* [Task to carry out]: Output all of the entries exactly as they are given.

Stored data
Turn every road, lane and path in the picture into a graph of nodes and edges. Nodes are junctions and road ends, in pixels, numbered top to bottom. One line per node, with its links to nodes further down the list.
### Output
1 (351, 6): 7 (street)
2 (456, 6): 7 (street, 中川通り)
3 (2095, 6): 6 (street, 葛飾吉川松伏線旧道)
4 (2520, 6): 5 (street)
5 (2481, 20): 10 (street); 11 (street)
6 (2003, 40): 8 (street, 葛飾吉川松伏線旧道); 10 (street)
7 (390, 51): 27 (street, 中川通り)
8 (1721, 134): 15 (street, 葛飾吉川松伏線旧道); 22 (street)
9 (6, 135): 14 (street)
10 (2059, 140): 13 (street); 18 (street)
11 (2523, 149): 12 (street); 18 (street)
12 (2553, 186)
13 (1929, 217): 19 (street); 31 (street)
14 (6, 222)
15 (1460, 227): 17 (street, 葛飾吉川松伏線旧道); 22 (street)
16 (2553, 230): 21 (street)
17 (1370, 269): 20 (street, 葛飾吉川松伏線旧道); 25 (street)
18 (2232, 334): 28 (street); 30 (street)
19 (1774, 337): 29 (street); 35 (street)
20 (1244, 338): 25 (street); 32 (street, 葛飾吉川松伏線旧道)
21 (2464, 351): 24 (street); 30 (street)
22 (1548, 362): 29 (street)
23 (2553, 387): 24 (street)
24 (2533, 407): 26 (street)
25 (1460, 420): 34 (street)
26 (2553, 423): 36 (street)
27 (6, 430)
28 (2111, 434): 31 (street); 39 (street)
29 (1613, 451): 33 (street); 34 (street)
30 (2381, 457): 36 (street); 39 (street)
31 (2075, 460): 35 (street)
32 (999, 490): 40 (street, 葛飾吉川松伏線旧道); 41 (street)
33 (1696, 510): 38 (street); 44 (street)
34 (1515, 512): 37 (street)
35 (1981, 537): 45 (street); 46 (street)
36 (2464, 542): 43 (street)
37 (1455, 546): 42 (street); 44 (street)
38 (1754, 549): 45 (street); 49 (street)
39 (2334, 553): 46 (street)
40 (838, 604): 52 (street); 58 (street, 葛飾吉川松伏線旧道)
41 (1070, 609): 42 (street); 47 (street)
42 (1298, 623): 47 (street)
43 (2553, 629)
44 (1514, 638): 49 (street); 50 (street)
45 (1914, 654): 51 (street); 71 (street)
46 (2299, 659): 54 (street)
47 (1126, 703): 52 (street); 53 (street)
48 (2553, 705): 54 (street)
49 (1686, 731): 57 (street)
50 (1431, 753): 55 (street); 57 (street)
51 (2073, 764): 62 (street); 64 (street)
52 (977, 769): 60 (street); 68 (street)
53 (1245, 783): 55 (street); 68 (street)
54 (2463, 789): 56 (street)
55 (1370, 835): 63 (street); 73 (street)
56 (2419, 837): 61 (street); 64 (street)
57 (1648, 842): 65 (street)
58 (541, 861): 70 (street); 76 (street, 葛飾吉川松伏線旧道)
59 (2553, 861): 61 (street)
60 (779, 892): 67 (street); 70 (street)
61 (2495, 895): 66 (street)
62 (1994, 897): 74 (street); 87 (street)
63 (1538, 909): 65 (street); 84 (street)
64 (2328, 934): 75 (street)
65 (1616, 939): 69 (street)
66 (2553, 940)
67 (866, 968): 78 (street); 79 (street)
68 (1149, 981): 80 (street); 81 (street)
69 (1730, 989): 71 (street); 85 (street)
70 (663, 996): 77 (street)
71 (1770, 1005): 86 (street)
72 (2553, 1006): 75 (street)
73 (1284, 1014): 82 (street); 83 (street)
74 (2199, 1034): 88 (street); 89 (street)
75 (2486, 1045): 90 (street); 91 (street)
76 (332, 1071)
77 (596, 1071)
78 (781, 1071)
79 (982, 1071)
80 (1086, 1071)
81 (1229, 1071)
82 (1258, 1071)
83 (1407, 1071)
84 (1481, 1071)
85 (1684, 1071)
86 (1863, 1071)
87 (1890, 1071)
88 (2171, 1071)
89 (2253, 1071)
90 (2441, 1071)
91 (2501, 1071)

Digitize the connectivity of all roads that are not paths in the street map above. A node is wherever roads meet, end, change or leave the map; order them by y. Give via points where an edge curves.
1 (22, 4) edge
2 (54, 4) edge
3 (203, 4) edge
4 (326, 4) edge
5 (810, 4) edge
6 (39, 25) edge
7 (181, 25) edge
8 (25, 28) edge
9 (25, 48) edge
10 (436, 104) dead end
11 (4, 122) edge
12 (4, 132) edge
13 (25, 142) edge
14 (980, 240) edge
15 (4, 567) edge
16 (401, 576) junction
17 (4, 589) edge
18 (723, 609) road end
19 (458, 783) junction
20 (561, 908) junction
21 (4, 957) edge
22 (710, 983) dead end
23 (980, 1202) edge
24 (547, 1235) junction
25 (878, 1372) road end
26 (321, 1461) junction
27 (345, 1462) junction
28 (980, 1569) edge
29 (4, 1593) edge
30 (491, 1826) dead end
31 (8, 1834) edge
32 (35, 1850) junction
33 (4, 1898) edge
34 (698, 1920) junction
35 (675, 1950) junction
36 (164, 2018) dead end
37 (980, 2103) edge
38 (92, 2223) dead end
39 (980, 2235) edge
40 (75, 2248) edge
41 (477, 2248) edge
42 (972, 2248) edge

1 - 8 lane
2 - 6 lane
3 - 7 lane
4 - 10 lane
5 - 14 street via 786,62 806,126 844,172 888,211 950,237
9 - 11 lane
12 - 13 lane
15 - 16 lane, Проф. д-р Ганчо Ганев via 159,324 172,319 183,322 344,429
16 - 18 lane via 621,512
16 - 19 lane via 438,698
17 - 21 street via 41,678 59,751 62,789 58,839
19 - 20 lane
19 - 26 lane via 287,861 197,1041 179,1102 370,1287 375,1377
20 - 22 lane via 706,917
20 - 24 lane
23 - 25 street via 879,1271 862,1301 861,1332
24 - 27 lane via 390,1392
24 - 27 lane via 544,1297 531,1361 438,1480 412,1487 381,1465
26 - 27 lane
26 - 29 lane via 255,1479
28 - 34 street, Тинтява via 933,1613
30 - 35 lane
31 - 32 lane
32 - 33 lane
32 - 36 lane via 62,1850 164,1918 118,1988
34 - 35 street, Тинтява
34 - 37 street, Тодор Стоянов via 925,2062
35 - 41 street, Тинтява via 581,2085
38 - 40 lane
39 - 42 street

* [Exercise response]:
Turn every road, lane and path in the picture into a graph of nodes and edges. Nodes are junctions and road ends, in pixels, numbered top to bottom. One line per node, with its links to nodes further down the list.
### Output
1 (351, 6): 7 (street)
2 (456, 6): 7 (street, 中川通り)
3 (2095, 6): 6 (street, 葛飾吉川松伏線旧道)
4 (2520, 6): 5 (street)
5 (2481, 20): 10 (street); 11 (street)
6 (2003, 40): 8 (street, 葛飾吉川松伏線旧道); 10 (street)
7 (390, 51): 27 (street, 中川通り)
8 (1721, 134): 15 (street, 葛飾吉川松伏線旧道); 22 (street)
9 (6, 135): 14 (street)
10 (2059, 140): 13 (street); 18 (street)
11 (2523, 149): 12 (street); 18 (street)
12 (2553, 186)
13 (1929, 217): 19 (street); 31 (street)
14 (6, 222)
15 (1460, 227): 17 (street, 葛飾吉川松伏線旧道); 22 (street)
16 (2553, 230): 21 (street)
17 (1370, 269): 20 (street, 葛飾吉川松伏線旧道); 25 (street)
18 (2232, 334): 28 (street); 30 (street)
19 (1774, 337): 29 (street); 35 (street)
20 (1244, 338): 25 (street); 32 (street, 葛飾吉川松伏線旧道)
21 (2464, 351): 24 (street); 30 (street)
22 (1548, 362): 29 (street)
23 (2553, 387): 24 (street)
24 (2533, 407): 26 (street)
25 (1460, 420): 34 (street)
26 (2553, 423): 36 (street)
27 (6, 430)
28 (2111, 434): 31 (street); 39 (street)
29 (1613, 451): 33 (street); 34 (street)
30 (2381, 457): 36 (street); 39 (street)
31 (2075, 460): 35 (street)
32 (999, 490): 40 (street, 葛飾吉川松伏線旧道); 41 (street)
33 (1696, 510): 38 (street); 44 (street)
34 (1515, 512): 37 (street)
35 (1981, 537): 45 (street); 46 (street)
36 (2464, 542): 43 (street)
37 (1455, 546): 42 (street); 44 (street)
38 (1754, 549): 45 (street); 49 (street)
39 (2334, 553): 46 (street)
40 (838, 604): 52 (street); 58 (street, 葛飾吉川松伏線旧道)
41 (1070, 609): 42 (street); 47 (street)
42 (1298, 623): 47 (street)
43 (2553, 629)
44 (1514, 638): 49 (street); 50 (street)
45 (1914, 654): 51 (street); 71 (street)
46 (2299, 659): 54 (street)
47 (1126, 703): 52 (street); 53 (street)
48 (2553, 705): 54 (street)
49 (1686, 731): 57 (street)
50 (1431, 753): 55 (street); 57 (street)
51 (2073, 764): 62 (street); 64 (street)
52 (977, 769): 60 (street); 68 (street)
53 (1245, 783): 55 (street); 68 (street)
54 (2463, 789): 56 (street)
55 (1370, 835): 63 (street); 73 (street)
56 (2419, 837): 61 (street); 64 (street)
57 (1648, 842): 65 (street)
58 (541, 861): 70 (street); 76 (street, 葛飾吉川松伏線旧道)
59 (2553, 861): 61 (street)
60 (779, 892): 67 (street); 70 (street)
61 (2495, 895): 66 (street)
62 (1994, 897): 74 (street); 87 (street)
63 (1538, 909): 65 (street); 84 (street)
64 (2328, 934): 75 (street)
65 (1616, 939): 69 (street)
66 (2553, 940)
67 (866, 968): 78 (street); 79 (street)
68 (1149, 981): 80 (street); 81 (street)
69 (1730, 989): 71 (street); 85 (street)
70 (663, 996): 77 (street)
71 (1770, 1005): 86 (street)
72 (2553, 1006): 75 (street)
73 (1284, 1014): 82 (street); 83 (street)
74 (2199, 1034): 88 (street); 89 (street)
75 (2486, 1045): 90 (street); 91 (street)
76 (332, 1071)
77 (596, 1071)
78 (781, 1071)
79 (982, 1071)
80 (1086, 1071)
81 (1229, 1071)
82 (1258, 1071)
83 (1407, 1071)
84 (1481, 1071)
85 (1684, 1071)
86 (1863, 1071)
87 (1890, 1071)
88 (2171, 1071)
89 (2253, 1071)
90 (2441, 1071)
91 (2501, 1071)

Digitize the connectivity of all roads that are not paths in the street map above. A node is wherever roads meet, end, change or leave the map; order them by y. Give via points where an edge curves.
1 (22, 4) edge
2 (54, 4) edge
3 (203, 4) edge
4 (326, 4) edge
5 (810, 4) edge
6 (39, 25) edge
7 (181, 25) edge
8 (25, 28) edge
9 (25, 48) edge
10 (436, 104) dead end
11 (4, 122) edge
12 (4, 132) edge
13 (25, 142) edge
14 (980, 240) edge
15 (4, 567) edge
16 (401, 576) junction
17 (4, 589) edge
18 (723, 609) road end
19 (458, 783) junction
20 (561, 908) junction
21 (4, 957) edge
22 (710, 983) dead end
23 (980, 1202) edge
24 (547, 1235) junction
25 (878, 1372) road end
26 (321, 1461) junction
27 (345, 1462) junction
28 (980, 1569) edge
29 (4, 1593) edge
30 (491, 1826) dead end
31 (8, 1834) edge
32 (35, 1850) junction
33 (4, 1898) edge
34 (698, 1920) junction
35 (675, 1950) junction
36 (164, 2018) dead end
37 (980, 2103) edge
38 (92, 2223) dead end
39 (980, 2235) edge
40 (75, 2248) edge
41 (477, 2248) edge
42 (972, 2248) edge

1 - 8 lane
2 - 6 lane
3 - 7 lane
4 - 10 lane
5 - 14 street via 786,62 806,126 844,172 888,211 950,237
9 - 11 lane
12 - 13 lane
15 - 16 lane, Проф. д-р Ганчо Ганев via 159,324 172,319 183,322 344,429
16 - 18 lane via 621,512
16 - 19 lane via 438,698
17 - 21 street via 41,678 59,751 62,789 58,839
19 - 20 lane
19 - 26 lane via 287,861 197,1041 179,1102 370,1287 375,1377
20 - 22 lane via 706,917
20 - 24 lane
23 - 25 street via 879,1271 862,1301 861,1332
24 - 27 lane via 390,1392
24 - 27 lane via 544,1297 531,1361 438,1480 412,1487 381,1465
26 - 27 lane
26 - 29 lane via 255,1479
28 - 34 street, Тинтява via 933,1613
30 - 35 lane
31 - 32 lane
32 - 33 lane
32 - 36 lane via 62,1850 164,1918 118,1988
34 - 35 street, Тинтява
34 - 37 street, Тодор Стоянов via 925,2062
35 - 41 street, Тинтява via 581,2085
38 - 40 lane
39 - 42 street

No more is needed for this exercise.